Saved entries:
....

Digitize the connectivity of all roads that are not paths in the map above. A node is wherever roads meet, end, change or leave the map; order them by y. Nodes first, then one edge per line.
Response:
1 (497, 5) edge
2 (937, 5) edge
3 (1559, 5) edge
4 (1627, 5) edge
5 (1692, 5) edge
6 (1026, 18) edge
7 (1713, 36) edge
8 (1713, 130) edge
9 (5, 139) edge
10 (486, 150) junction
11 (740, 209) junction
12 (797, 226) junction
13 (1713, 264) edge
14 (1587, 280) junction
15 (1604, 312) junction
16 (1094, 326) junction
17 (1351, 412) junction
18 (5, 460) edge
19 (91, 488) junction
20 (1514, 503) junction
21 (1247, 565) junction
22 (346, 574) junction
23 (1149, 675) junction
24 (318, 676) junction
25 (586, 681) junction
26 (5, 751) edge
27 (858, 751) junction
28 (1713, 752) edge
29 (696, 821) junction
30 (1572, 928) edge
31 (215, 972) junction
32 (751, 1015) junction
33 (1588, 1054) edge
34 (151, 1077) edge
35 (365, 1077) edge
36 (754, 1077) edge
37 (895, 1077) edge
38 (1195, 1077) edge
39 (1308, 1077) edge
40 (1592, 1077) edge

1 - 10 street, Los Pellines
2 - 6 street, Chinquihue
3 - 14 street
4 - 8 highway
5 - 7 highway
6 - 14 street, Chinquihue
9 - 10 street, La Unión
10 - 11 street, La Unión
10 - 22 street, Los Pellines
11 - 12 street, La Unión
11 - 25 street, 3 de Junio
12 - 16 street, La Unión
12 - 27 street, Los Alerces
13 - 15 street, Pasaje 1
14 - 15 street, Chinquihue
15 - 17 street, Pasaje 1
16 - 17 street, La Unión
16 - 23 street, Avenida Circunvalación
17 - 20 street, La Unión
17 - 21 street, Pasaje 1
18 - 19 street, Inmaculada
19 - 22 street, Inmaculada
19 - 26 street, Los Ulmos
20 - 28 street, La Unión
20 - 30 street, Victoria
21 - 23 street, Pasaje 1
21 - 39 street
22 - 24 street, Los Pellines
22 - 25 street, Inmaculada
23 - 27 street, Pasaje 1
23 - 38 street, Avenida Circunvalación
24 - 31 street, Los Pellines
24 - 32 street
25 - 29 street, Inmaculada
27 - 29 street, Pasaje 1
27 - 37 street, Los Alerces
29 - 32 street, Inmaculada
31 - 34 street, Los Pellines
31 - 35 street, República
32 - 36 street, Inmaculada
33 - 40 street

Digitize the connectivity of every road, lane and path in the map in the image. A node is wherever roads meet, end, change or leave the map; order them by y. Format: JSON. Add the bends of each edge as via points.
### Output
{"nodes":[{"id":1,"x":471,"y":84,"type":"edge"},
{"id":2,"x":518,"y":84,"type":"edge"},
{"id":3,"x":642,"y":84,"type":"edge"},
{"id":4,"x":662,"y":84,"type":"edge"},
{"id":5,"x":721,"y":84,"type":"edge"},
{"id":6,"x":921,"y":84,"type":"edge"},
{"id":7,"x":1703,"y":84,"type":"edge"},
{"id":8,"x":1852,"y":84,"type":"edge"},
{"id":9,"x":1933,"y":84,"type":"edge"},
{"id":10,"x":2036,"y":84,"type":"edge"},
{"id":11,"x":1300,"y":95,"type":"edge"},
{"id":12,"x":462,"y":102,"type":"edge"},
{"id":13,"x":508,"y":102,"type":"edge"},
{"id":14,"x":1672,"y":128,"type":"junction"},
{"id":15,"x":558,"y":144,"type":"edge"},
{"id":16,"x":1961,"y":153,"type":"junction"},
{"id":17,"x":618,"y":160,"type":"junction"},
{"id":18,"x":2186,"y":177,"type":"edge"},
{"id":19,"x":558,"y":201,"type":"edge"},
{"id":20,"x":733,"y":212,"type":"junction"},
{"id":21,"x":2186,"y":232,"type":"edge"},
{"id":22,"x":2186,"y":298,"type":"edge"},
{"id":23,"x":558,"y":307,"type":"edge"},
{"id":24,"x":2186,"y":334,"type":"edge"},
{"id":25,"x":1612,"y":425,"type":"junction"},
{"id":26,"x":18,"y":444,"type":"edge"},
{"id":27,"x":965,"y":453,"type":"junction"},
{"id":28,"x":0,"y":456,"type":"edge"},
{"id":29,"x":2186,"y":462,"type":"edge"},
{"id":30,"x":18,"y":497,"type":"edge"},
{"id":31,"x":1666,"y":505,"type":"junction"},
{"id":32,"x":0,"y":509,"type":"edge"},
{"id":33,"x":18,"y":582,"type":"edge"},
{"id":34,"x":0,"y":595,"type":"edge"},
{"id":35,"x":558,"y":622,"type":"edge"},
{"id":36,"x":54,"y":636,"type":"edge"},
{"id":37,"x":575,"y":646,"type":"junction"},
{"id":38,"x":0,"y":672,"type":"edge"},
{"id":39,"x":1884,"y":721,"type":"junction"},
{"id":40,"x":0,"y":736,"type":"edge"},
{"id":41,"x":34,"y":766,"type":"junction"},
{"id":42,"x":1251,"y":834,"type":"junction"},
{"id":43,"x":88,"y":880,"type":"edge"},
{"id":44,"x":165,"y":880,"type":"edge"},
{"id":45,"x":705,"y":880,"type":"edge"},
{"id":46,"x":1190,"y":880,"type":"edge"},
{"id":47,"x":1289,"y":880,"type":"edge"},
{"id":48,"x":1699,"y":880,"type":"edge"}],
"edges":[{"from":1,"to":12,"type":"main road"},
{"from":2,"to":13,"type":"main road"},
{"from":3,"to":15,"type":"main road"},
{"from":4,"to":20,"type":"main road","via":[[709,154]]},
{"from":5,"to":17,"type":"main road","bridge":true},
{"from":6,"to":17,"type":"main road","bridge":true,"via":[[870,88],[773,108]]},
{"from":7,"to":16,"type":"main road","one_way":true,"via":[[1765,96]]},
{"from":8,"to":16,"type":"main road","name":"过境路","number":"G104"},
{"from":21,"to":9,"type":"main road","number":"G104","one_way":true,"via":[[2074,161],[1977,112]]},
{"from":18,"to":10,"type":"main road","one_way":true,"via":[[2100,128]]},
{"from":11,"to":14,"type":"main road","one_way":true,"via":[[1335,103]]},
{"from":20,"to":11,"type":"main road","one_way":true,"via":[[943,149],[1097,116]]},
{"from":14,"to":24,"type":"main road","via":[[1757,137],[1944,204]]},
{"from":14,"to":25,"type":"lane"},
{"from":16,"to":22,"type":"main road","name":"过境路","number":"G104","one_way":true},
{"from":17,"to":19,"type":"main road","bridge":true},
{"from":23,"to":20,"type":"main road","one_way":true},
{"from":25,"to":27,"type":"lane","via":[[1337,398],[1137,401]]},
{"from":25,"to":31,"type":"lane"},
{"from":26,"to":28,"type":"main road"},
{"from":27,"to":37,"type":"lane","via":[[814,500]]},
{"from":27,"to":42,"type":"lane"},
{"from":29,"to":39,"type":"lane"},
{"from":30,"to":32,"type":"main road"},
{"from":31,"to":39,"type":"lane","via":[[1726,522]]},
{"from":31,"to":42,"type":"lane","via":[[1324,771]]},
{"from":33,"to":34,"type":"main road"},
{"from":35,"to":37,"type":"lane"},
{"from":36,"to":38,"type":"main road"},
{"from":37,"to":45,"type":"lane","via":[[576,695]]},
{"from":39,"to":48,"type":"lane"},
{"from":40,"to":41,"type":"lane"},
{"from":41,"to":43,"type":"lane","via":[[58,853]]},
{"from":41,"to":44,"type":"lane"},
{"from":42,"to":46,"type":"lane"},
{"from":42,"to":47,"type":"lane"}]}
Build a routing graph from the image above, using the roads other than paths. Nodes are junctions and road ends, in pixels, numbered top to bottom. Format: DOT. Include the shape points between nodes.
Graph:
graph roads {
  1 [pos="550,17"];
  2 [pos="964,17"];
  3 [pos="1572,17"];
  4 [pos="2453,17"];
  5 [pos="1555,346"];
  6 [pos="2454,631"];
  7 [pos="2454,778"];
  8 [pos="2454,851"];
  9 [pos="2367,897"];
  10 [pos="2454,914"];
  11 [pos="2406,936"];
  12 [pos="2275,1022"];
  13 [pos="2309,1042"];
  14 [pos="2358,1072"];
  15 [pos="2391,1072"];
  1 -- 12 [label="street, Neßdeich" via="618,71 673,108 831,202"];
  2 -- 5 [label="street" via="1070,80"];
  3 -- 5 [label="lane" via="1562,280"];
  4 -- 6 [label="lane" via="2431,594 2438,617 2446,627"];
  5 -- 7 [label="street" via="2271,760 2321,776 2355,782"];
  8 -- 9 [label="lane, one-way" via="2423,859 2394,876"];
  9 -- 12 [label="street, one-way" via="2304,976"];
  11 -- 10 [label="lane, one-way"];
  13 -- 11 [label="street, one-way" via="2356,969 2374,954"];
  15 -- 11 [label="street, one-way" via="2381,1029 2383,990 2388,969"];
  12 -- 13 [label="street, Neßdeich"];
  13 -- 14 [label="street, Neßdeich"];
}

....

Exercise:
Please return every line from the one that contains "Build a routing" through the end of the entries, exactly, leaving out all others.

Exercise response:
Build a routing graph from the image above, using the roads other than paths. Nodes are junctions and road ends, in pixels, numbered top to bottom. Format: DOT. Include the shape points between nodes.
Graph:
graph roads {
  1 [pos="550,17"];
  2 [pos="964,17"];
  3 [pos="1572,17"];
  4 [pos="2453,17"];
  5 [pos="1555,346"];
  6 [pos="2454,631"];
  7 [pos="2454,778"];
  8 [pos="2454,851"];
  9 [pos="2367,897"];
  10 [pos="2454,914"];
  11 [pos="2406,936"];
  12 [pos="2275,1022"];
  13 [pos="2309,1042"];
  14 [pos="2358,1072"];
  15 [pos="2391,1072"];
  1 -- 12 [label="street, Neßdeich" via="618,71 673,108 831,202"];
  2 -- 5 [label="street" via="1070,80"];
  3 -- 5 [label="lane" via="1562,280"];
  4 -- 6 [label="lane" via="2431,594 2438,617 2446,627"];
  5 -- 7 [label="street" via="2271,760 2321,776 2355,782"];
  8 -- 9 [label="lane, one-way" via="2423,859 2394,876"];
  9 -- 12 [label="street, one-way" via="2304,976"];
  11 -- 10 [label="lane, one-way"];
  13 -- 11 [label="street, one-way" via="2356,969 2374,954"];
  15 -- 11 [label="street, one-way" via="2381,1029 2383,990 2388,969"];
  12 -- 13 [label="street, Neßdeich"];
  13 -- 14 [label="street, Neßdeich"];
}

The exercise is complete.